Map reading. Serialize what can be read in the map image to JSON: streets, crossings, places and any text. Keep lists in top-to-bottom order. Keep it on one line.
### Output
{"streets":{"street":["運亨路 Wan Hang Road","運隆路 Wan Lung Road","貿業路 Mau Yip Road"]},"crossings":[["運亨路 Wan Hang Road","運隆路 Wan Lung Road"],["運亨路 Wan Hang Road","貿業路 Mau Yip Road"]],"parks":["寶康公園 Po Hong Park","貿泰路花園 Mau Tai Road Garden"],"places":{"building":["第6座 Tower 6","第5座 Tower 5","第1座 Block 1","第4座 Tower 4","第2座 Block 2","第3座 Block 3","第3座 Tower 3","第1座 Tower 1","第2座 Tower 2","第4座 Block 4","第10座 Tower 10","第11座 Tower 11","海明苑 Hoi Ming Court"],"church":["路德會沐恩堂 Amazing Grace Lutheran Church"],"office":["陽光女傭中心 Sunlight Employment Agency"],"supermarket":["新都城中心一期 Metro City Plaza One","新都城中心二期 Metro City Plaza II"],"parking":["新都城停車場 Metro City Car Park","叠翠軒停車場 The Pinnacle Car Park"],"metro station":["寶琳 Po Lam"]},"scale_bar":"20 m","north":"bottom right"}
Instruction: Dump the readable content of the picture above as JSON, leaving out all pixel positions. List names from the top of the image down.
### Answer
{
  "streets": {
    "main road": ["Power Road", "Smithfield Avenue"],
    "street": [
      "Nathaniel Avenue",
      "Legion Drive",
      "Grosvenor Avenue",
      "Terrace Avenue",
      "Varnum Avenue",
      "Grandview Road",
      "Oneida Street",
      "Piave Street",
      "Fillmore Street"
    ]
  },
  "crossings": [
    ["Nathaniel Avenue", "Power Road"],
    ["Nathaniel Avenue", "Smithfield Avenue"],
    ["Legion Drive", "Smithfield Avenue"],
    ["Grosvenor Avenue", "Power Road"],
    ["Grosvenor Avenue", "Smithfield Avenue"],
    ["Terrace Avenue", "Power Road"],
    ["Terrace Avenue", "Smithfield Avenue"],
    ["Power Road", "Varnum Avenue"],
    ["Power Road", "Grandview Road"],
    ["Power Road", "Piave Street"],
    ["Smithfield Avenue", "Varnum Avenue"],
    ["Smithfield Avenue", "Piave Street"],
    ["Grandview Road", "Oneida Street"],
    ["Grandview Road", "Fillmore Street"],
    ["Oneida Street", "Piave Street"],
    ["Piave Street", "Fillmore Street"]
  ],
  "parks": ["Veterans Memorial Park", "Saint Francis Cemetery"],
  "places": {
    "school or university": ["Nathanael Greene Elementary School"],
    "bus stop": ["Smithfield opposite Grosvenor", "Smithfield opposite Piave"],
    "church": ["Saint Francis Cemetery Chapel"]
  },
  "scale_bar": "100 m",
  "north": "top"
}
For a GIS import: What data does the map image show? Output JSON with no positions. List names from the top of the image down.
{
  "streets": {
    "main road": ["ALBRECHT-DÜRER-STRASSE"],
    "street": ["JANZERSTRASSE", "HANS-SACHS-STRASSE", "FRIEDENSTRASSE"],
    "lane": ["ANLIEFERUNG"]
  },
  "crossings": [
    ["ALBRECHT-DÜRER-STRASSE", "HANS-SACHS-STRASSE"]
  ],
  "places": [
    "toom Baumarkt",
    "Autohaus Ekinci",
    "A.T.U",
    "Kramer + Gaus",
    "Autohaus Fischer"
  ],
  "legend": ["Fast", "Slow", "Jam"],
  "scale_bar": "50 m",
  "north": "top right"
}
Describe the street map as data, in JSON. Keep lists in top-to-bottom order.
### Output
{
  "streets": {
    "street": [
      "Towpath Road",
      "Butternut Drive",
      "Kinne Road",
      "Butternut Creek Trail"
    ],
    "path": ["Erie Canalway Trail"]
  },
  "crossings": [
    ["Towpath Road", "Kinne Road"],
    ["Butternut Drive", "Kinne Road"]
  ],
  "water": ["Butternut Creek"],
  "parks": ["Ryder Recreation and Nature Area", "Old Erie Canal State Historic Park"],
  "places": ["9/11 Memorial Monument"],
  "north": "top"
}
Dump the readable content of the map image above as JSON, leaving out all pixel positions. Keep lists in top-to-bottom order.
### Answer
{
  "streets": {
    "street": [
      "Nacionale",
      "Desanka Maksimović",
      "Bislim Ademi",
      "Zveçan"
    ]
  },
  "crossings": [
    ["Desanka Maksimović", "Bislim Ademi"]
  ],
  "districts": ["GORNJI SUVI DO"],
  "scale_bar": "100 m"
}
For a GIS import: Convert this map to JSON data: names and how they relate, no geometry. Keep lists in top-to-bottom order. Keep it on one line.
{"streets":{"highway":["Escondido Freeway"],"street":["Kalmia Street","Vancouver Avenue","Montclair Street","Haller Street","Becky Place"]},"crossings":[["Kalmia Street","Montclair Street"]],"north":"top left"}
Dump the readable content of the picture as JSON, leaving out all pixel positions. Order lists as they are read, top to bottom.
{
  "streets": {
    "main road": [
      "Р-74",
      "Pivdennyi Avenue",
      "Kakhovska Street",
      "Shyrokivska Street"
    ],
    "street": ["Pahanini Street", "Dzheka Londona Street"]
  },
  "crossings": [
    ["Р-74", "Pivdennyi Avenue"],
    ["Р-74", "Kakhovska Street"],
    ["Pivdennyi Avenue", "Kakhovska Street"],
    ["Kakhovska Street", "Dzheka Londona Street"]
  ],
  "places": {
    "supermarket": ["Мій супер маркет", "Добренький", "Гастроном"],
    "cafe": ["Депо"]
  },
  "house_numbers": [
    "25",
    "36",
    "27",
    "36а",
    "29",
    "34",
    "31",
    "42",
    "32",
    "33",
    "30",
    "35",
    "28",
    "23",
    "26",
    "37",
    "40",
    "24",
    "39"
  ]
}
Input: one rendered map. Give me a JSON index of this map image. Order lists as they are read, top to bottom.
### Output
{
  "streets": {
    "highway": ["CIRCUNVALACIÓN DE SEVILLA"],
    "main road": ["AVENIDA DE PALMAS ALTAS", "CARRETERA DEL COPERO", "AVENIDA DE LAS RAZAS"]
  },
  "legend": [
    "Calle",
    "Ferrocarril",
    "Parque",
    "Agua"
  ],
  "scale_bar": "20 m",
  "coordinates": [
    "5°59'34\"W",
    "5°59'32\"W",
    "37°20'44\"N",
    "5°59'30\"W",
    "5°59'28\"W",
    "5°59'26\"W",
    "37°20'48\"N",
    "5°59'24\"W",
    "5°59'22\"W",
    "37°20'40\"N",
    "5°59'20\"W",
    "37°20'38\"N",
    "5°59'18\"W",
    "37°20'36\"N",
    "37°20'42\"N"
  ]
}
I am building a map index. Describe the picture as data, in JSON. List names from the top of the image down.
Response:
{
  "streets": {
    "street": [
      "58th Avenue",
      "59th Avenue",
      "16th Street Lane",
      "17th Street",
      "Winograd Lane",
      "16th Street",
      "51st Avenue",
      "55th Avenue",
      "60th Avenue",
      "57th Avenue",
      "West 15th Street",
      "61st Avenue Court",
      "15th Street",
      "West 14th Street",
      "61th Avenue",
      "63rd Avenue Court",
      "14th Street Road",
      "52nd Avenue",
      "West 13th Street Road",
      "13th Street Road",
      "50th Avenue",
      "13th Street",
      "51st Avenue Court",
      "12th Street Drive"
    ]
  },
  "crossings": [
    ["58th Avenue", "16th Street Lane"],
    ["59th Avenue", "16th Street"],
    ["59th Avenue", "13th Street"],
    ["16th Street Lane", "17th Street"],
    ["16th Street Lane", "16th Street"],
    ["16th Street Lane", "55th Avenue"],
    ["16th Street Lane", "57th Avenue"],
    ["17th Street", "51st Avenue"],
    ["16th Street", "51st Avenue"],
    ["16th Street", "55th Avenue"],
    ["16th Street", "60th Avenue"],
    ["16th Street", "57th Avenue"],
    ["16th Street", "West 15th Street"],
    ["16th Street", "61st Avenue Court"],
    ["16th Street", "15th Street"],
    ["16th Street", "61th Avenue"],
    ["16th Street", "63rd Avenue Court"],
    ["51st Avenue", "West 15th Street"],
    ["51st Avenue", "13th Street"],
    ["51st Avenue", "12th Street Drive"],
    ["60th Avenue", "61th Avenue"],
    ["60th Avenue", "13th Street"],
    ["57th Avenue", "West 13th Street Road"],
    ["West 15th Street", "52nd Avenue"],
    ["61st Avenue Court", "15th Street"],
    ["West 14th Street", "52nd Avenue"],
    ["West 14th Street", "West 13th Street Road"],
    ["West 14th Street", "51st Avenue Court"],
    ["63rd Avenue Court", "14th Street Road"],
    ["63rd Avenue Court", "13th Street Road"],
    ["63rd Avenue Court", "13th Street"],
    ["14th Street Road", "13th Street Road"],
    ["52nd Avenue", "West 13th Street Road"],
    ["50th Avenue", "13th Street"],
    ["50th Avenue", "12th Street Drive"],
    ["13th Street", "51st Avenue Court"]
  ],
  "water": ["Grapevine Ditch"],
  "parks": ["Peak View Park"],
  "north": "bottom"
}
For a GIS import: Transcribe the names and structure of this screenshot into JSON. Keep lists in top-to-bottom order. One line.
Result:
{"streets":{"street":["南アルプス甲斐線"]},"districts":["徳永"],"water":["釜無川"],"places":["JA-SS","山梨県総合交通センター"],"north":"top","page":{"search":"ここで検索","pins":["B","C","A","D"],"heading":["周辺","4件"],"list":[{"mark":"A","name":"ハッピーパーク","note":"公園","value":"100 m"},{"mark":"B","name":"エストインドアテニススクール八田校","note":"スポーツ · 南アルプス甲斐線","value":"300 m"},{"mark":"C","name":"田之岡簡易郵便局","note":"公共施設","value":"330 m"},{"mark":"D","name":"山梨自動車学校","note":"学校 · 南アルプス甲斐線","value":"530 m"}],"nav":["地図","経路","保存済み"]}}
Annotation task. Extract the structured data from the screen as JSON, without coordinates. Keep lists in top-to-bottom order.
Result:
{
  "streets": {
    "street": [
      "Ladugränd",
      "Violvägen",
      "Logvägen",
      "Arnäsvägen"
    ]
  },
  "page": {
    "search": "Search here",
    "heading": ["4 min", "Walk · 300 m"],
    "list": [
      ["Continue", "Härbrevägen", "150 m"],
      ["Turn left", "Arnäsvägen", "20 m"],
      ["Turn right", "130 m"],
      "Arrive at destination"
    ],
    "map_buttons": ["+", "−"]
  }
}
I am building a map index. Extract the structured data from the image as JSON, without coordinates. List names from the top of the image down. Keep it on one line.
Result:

◆ ◆ ◆ ◆ ◆ ◆ ◆

Prompt -> Word for word, restate the lines above from the line containing "Dump the readable content of the map" through the line containing "Input: one rendered", with both included and nothing else.

Task answer ->
Dump the readable content of the map image above as JSON, leaving out all pixel positions. Keep lists in top-to-bottom order.
### Answer
{
  "streets": {
    "street": [
      "Nacionale",
      "Desanka Maksimović",
      "Bislim Ademi",
      "Zveçan"
    ]
  },
  "crossings": [
    ["Desanka Maksimović", "Bislim Ademi"]
  ],
  "districts": ["GORNJI SUVI DO"],
  "scale_bar": "100 m"
}
For a GIS import: Convert this map to JSON data: names and how they relate, no geometry. Keep lists in top-to-bottom order. Keep it on one line.
{"streets":{"highway":["Escondido Freeway"],"street":["Kalmia Street","Vancouver Avenue","Montclair Street","Haller Street","Becky Place"]},"crossings":[["Kalmia Street","Montclair Street"]],"north":"top left"}
Dump the readable content of the picture as JSON, leaving out all pixel positions. Order lists as they are read, top to bottom.
{
  "streets": {
    "main road": [
      "Р-74",
      "Pivdennyi Avenue",
      "Kakhovska Street",
      "Shyrokivska Street"
    ],
    "street": ["Pahanini Street", "Dzheka Londona Street"]
  },
  "crossings": [
    ["Р-74", "Pivdennyi Avenue"],
    ["Р-74", "Kakhovska Street"],
    ["Pivdennyi Avenue", "Kakhovska Street"],
    ["Kakhovska Street", "Dzheka Londona Street"]
  ],
  "places": {
    "supermarket": ["Мій супер маркет", "Добренький", "Гастроном"],
    "cafe": ["Депо"]
  },
  "house_numbers": [
    "25",
    "36",
    "27",
    "36а",
    "29",
    "34",
    "31",
    "42",
    "32",
    "33",
    "30",
    "35",
    "28",
    "23",
    "26",
    "37",
    "40",
    "24",
    "39"
  ]
}
Input: one rendered map. Give me a JSON index of this map image. Order lists as they are read, top to bottom.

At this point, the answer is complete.